Prison beatings left him blind in his left eye and deaf in his left ear.

But Gutiérrez Menoyo, 67, doesn't dwell much on this past of bloodshed and betrayals. He emerged from Cuba's Boniato prison in 1986 a
pacifist and -- to the shock of his most diehard supporters -- one of Miami's most eloquent champions of dialogue and reconciliation.

Now, back in Havana on vacation for the first time in three years, he takes his sons to visit his old house on Linea Street in the Vedado
neighborhood, the stately Colon Cemetery, where his brother and other revolutionary rebels are buried, and his uncle's home in the fishing
village of Cojimar.

Thin, with a long face and slicked-back gray hair, Gutiérrez Menoyo continues to advocate for a peaceful transition to democracy despite
Castro's recent crackdown on dissent and the firing squad executions of three ferry hijackers.

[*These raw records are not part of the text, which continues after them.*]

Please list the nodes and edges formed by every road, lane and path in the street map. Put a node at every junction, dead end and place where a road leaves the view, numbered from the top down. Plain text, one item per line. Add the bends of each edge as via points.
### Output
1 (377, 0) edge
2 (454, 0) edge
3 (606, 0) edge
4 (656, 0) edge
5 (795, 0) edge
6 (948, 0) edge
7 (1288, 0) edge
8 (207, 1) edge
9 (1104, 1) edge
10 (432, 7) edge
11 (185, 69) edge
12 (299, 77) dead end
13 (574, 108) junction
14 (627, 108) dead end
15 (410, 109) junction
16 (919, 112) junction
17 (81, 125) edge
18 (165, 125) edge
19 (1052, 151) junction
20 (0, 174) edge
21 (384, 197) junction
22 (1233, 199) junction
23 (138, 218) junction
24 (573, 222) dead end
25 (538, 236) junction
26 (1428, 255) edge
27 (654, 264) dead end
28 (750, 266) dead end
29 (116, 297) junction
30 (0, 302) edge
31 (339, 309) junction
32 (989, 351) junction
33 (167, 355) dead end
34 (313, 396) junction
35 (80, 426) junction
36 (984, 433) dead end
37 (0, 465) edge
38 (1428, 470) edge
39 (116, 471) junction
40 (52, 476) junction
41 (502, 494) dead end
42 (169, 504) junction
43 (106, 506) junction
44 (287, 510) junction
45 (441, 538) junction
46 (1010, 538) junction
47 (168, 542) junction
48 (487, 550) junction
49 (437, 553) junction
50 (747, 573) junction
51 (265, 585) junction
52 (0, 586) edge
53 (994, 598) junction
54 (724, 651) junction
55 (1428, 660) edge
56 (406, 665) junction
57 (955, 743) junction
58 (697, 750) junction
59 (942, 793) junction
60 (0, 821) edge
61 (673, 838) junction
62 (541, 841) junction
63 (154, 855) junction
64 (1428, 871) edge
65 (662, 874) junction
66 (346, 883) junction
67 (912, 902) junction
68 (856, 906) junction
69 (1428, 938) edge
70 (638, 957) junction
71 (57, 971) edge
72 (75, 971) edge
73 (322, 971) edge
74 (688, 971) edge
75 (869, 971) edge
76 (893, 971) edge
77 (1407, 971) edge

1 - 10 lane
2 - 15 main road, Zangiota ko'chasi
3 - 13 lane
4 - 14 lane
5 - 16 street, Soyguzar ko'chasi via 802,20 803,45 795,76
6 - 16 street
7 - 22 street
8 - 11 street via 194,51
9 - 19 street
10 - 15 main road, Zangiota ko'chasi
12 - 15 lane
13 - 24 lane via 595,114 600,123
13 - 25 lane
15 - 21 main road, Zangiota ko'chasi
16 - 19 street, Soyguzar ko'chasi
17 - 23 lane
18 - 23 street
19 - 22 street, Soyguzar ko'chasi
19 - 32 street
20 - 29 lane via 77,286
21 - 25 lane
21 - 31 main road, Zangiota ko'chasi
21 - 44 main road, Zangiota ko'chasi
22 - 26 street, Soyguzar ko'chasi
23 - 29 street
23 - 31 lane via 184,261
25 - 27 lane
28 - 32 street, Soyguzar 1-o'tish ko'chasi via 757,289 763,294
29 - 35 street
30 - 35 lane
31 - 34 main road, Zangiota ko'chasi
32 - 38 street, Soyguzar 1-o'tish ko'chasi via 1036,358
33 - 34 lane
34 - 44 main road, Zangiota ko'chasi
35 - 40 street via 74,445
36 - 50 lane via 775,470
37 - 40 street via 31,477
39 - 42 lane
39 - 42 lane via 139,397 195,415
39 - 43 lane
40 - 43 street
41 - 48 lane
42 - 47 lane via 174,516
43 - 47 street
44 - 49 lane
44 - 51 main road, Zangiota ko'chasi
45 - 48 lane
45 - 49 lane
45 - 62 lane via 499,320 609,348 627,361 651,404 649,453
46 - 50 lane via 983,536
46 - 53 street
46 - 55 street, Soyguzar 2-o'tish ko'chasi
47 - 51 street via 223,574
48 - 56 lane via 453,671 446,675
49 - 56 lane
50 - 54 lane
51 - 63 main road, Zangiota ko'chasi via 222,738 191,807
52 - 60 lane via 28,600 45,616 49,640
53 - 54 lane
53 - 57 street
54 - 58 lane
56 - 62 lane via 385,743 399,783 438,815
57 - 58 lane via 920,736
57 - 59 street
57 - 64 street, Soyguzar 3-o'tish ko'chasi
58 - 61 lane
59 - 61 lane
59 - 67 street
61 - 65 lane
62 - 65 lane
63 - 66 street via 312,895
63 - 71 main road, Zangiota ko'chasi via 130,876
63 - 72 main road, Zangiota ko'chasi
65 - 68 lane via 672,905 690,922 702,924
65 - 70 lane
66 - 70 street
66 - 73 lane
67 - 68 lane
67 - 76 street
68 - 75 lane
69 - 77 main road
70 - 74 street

"I may have suffered a very harsh jail sentence, extremely harsh," he said. "But I have three sons, and as harsh as it was, it does not give me
the right to inculcate hatred or vengefulness in my sons. I want them to be raised with love."

In 1995 he became the only exile leader and former political prisoner to meet with Castro and ask for a "legal space" where dissent would be
permitted in Cuba. He also asked that his group, Cambio Cubano, or Cuban Change, be allowed to open an office in Havana and for the
elimination of visa requirements for Cuban-Americans who visit their homeland.

He is still waiting for all of the above.

Some criticize his agenda as unrealistic and call him a pawn for Castro. But the aging former warrior, now almost blind in both eyes, sees a possibility for change,
born, if nothing else, from necessity.

"In the end [Castro] will realize that to reintegrate in the world we live in today you have to concede freedoms and a legal space to the opposition," he said. "It's not
easy, but there is a reality: The country will reach a moment when it will not have any choice but to concede a legal space to an opposition, which does not
destabilize [the country]."

Gutiérrez Menoyo blamed the arrests and harsh prison terms of 75 peaceful dissidents on the "meddling, challenging attitude" of the top American diplomat in
Havana, who had been host for and attended opposition meetings. He said dissident groups in Havana should keep their distance from the U.S. diplomatic mission
so as not to play into Cuban accusations that they are in service of a foreign power.

But he added that Castro's government underestimated the international condemnation for the arrests and executions.

"They thought they could take measure without the world raising its voice," he said, chain-smoking Camel cigarettes. "But the world has changed … it grows tired of
the situation in Cuba."

Gutiérrez Menoyo returns to Cuba periodically. On this trip he said he noticed widespread disenchantment stemming from low salaries averaging $10 a month and
the feeling many Cubans have that foreigners are granted more rights than they are.

"I see this as a moment of tremendous deterioration … that requires the revolutionary process to be reinvented if it is expected to survive," said the man who has
reinvented himself more than once. "You have to come to the conclusion that the word revolution is not synonymous with lack of freedoms."